* [ACTIVITY]: Please return each entry that follows exactly as given, but without pictures.

Collected data
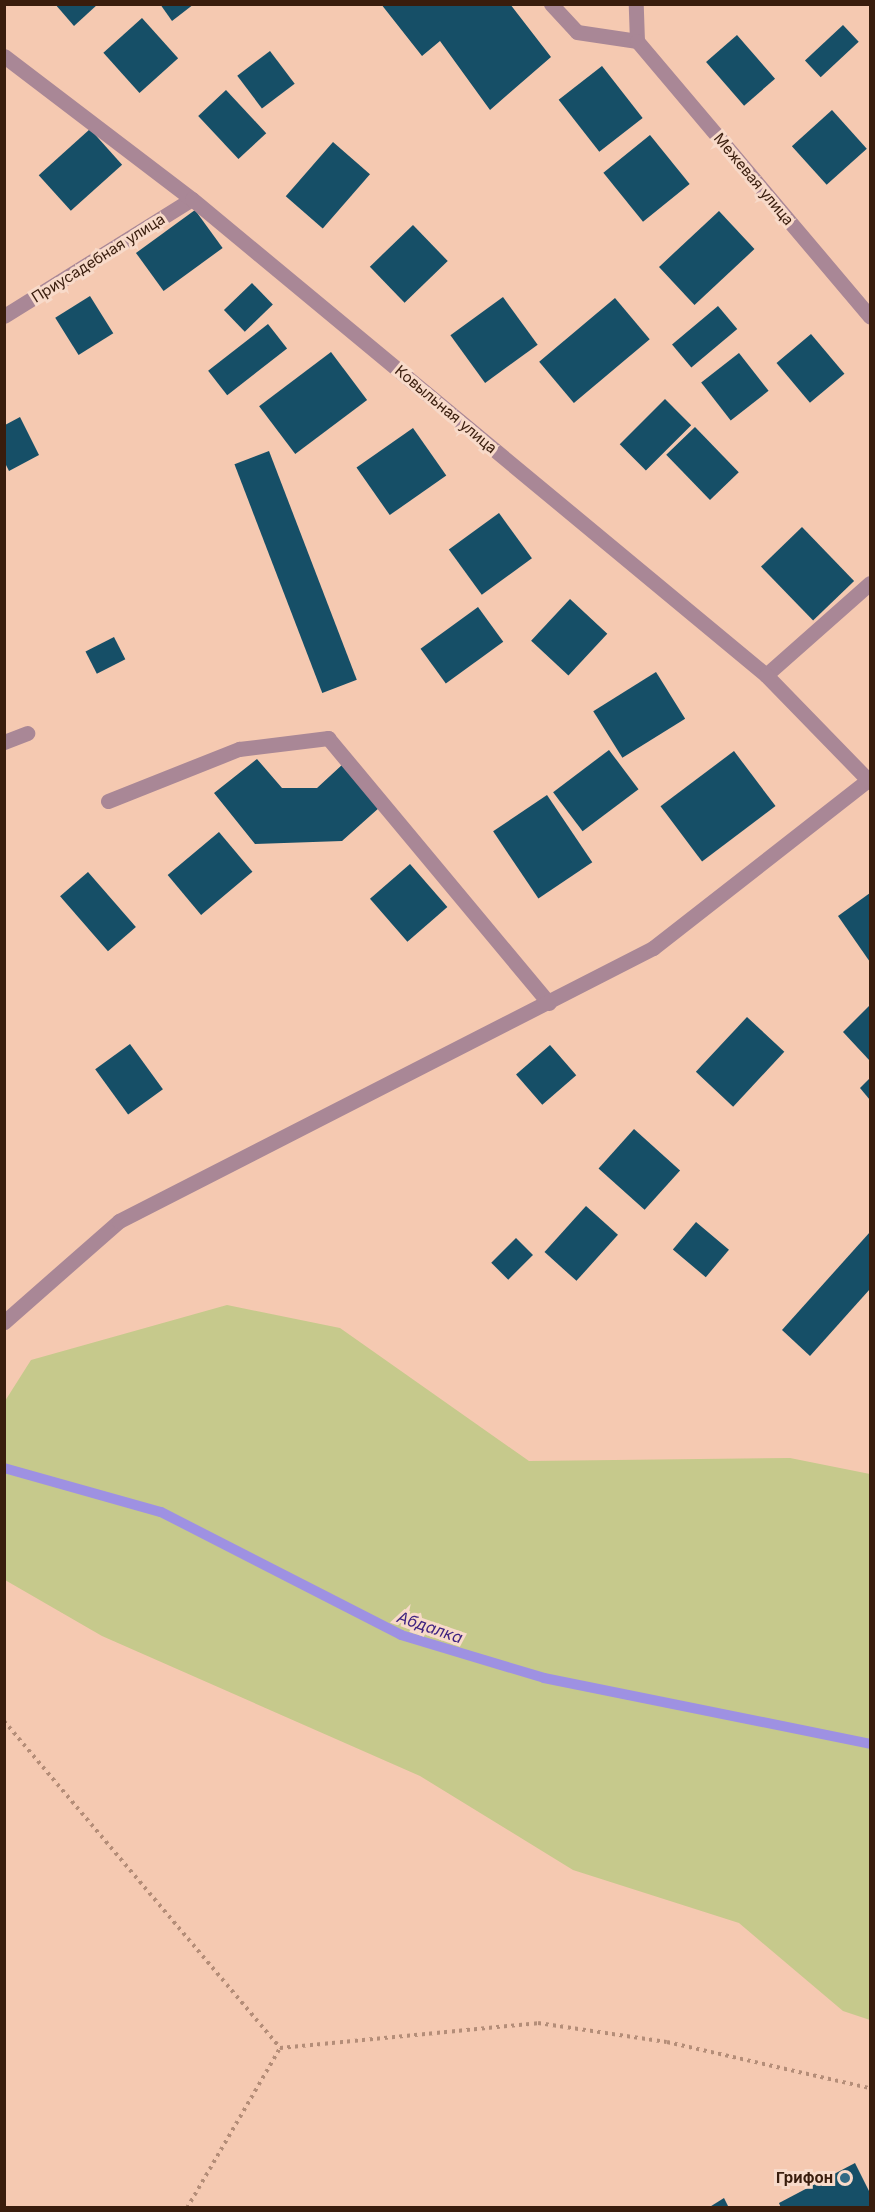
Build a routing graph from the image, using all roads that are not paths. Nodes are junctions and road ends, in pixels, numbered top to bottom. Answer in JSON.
{"nodes":[{"id":1,"x":551,"y":4,"type":"edge"},
{"id":2,"x":636,"y":4,"type":"edge"},
{"id":3,"x":637,"y":41,"type":"junction"},
{"id":4,"x":4,"y":56,"type":"edge"},
{"id":5,"x":192,"y":199,"type":"junction"},
{"id":6,"x":4,"y":316,"type":"edge"},
{"id":7,"x":870,"y":316,"type":"edge"},
{"id":8,"x":870,"y":583,"type":"edge"},
{"id":9,"x":766,"y":675,"type":"junction"},
{"id":10,"x":27,"y":733,"type":"dead end"},
{"id":11,"x":4,"y":741,"type":"edge"},
{"id":12,"x":869,"y":781,"type":"edge"},
{"id":13,"x":108,"y":801,"type":"dead end"},
{"id":14,"x":549,"y":1003,"type":"junction"},
{"id":15,"x":4,"y":1322,"type":"edge"}],
"edges":[{"from":1,"to":3,"type":"street"},
{"from":2,"to":3,"type":"street"},
{"from":3,"to":7,"type":"street","name":"Межевая улица"},
{"from":4,"to":5,"type":"street","name":"Ковыльная улица"},
{"from":5,"to":6,"type":"street","name":"Приусадебная улица"},
{"from":5,"to":9,"type":"street","name":"Ковыльная улица"},
{"from":8,"to":9,"type":"street"},
{"from":9,"to":12,"type":"street","name":"Ковыльная улица"},
{"from":10,"to":11,"type":"street"},
{"from":12,"to":14,"type":"street"},
{"from":13,"to":14,"type":"street"},
{"from":14,"to":15,"type":"street"}]}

* [RESPONSE TO THE TASK]:
Build a routing graph from the image, using all roads that are not paths. Nodes are junctions and road ends, in pixels, numbered top to bottom. Answer in JSON.
{"nodes":[{"id":1,"x":551,"y":4,"type":"edge"},
{"id":2,"x":636,"y":4,"type":"edge"},
{"id":3,"x":637,"y":41,"type":"junction"},
{"id":4,"x":4,"y":56,"type":"edge"},
{"id":5,"x":192,"y":199,"type":"junction"},
{"id":6,"x":4,"y":316,"type":"edge"},
{"id":7,"x":870,"y":316,"type":"edge"},
{"id":8,"x":870,"y":583,"type":"edge"},
{"id":9,"x":766,"y":675,"type":"junction"},
{"id":10,"x":27,"y":733,"type":"dead end"},
{"id":11,"x":4,"y":741,"type":"edge"},
{"id":12,"x":869,"y":781,"type":"edge"},
{"id":13,"x":108,"y":801,"type":"dead end"},
{"id":14,"x":549,"y":1003,"type":"junction"},
{"id":15,"x":4,"y":1322,"type":"edge"}],
"edges":[{"from":1,"to":3,"type":"street"},
{"from":2,"to":3,"type":"street"},
{"from":3,"to":7,"type":"street","name":"Межевая улица"},
{"from":4,"to":5,"type":"street","name":"Ковыльная улица"},
{"from":5,"to":6,"type":"street","name":"Приусадебная улица"},
{"from":5,"to":9,"type":"street","name":"Ковыльная улица"},
{"from":8,"to":9,"type":"street"},
{"from":9,"to":12,"type":"street","name":"Ковыльная улица"},
{"from":10,"to":11,"type":"street"},
{"from":12,"to":14,"type":"street"},
{"from":13,"to":14,"type":"street"},
{"from":14,"to":15,"type":"street"}]}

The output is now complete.